### Extracted material

========

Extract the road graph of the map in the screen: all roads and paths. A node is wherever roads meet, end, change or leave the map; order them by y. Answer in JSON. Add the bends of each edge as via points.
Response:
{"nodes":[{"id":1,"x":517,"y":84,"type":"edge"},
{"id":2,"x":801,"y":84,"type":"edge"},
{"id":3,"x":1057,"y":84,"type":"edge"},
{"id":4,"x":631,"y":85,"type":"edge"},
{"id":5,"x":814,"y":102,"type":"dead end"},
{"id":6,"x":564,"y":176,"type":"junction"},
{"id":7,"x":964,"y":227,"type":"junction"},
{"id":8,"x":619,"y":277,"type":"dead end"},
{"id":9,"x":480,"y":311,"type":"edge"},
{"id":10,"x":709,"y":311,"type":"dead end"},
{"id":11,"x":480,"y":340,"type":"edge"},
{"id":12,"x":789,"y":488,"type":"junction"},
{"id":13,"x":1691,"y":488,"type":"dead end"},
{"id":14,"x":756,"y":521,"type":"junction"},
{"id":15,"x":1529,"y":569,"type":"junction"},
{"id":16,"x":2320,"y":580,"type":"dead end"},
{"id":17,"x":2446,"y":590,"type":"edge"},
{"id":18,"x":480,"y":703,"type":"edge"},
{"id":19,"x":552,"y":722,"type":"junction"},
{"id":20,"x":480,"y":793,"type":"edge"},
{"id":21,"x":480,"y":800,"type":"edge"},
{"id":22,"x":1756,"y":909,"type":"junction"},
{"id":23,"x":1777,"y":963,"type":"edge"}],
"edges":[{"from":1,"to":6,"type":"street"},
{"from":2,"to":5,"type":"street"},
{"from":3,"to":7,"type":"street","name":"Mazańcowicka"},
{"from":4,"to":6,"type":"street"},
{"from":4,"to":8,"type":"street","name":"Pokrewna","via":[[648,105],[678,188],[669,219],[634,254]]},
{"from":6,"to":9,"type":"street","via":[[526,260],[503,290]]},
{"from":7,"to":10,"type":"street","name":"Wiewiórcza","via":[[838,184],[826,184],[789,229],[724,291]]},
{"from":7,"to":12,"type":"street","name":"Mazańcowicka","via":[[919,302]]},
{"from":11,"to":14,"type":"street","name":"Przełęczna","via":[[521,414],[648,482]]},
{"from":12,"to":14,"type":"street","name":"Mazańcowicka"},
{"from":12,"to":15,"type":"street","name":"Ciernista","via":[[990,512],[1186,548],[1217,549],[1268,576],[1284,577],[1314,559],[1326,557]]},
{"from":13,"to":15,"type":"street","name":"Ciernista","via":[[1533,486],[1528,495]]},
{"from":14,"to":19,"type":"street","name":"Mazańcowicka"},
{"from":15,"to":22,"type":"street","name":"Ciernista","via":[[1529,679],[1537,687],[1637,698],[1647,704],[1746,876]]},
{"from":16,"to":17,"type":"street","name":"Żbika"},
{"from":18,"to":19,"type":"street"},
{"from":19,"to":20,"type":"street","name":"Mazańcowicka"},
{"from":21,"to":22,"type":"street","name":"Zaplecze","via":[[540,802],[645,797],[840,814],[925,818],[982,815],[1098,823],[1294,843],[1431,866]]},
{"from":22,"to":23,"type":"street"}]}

========

### What the exercise asks
Your reply should be the material above, repeated word for word.

### Your response
Extract the road graph of the map in the screen: all roads and paths. A node is wherever roads meet, end, change or leave the map; order them by y. Answer in JSON. Add the bends of each edge as via points.
Response:
{"nodes":[{"id":1,"x":517,"y":84,"type":"edge"},
{"id":2,"x":801,"y":84,"type":"edge"},
{"id":3,"x":1057,"y":84,"type":"edge"},
{"id":4,"x":631,"y":85,"type":"edge"},
{"id":5,"x":814,"y":102,"type":"dead end"},
{"id":6,"x":564,"y":176,"type":"junction"},
{"id":7,"x":964,"y":227,"type":"junction"},
{"id":8,"x":619,"y":277,"type":"dead end"},
{"id":9,"x":480,"y":311,"type":"edge"},
{"id":10,"x":709,"y":311,"type":"dead end"},
{"id":11,"x":480,"y":340,"type":"edge"},
{"id":12,"x":789,"y":488,"type":"junction"},
{"id":13,"x":1691,"y":488,"type":"dead end"},
{"id":14,"x":756,"y":521,"type":"junction"},
{"id":15,"x":1529,"y":569,"type":"junction"},
{"id":16,"x":2320,"y":580,"type":"dead end"},
{"id":17,"x":2446,"y":590,"type":"edge"},
{"id":18,"x":480,"y":703,"type":"edge"},
{"id":19,"x":552,"y":722,"type":"junction"},
{"id":20,"x":480,"y":793,"type":"edge"},
{"id":21,"x":480,"y":800,"type":"edge"},
{"id":22,"x":1756,"y":909,"type":"junction"},
{"id":23,"x":1777,"y":963,"type":"edge"}],
"edges":[{"from":1,"to":6,"type":"street"},
{"from":2,"to":5,"type":"street"},
{"from":3,"to":7,"type":"street","name":"Mazańcowicka"},
{"from":4,"to":6,"type":"street"},
{"from":4,"to":8,"type":"street","name":"Pokrewna","via":[[648,105],[678,188],[669,219],[634,254]]},
{"from":6,"to":9,"type":"street","via":[[526,260],[503,290]]},
{"from":7,"to":10,"type":"street","name":"Wiewiórcza","via":[[838,184],[826,184],[789,229],[724,291]]},
{"from":7,"to":12,"type":"street","name":"Mazańcowicka","via":[[919,302]]},
{"from":11,"to":14,"type":"street","name":"Przełęczna","via":[[521,414],[648,482]]},
{"from":12,"to":14,"type":"street","name":"Mazańcowicka"},
{"from":12,"to":15,"type":"street","name":"Ciernista","via":[[990,512],[1186,548],[1217,549],[1268,576],[1284,577],[1314,559],[1326,557]]},
{"from":13,"to":15,"type":"street","name":"Ciernista","via":[[1533,486],[1528,495]]},
{"from":14,"to":19,"type":"street","name":"Mazańcowicka"},
{"from":15,"to":22,"type":"street","name":"Ciernista","via":[[1529,679],[1537,687],[1637,698],[1647,704],[1746,876]]},
{"from":16,"to":17,"type":"street","name":"Żbika"},
{"from":18,"to":19,"type":"street"},
{"from":19,"to":20,"type":"street","name":"Mazańcowicka"},
{"from":21,"to":22,"type":"street","name":"Zaplecze","via":[[540,802],[645,797],[840,814],[925,818],[982,815],[1098,823],[1294,843],[1431,866]]},
{"from":22,"to":23,"type":"street"}]}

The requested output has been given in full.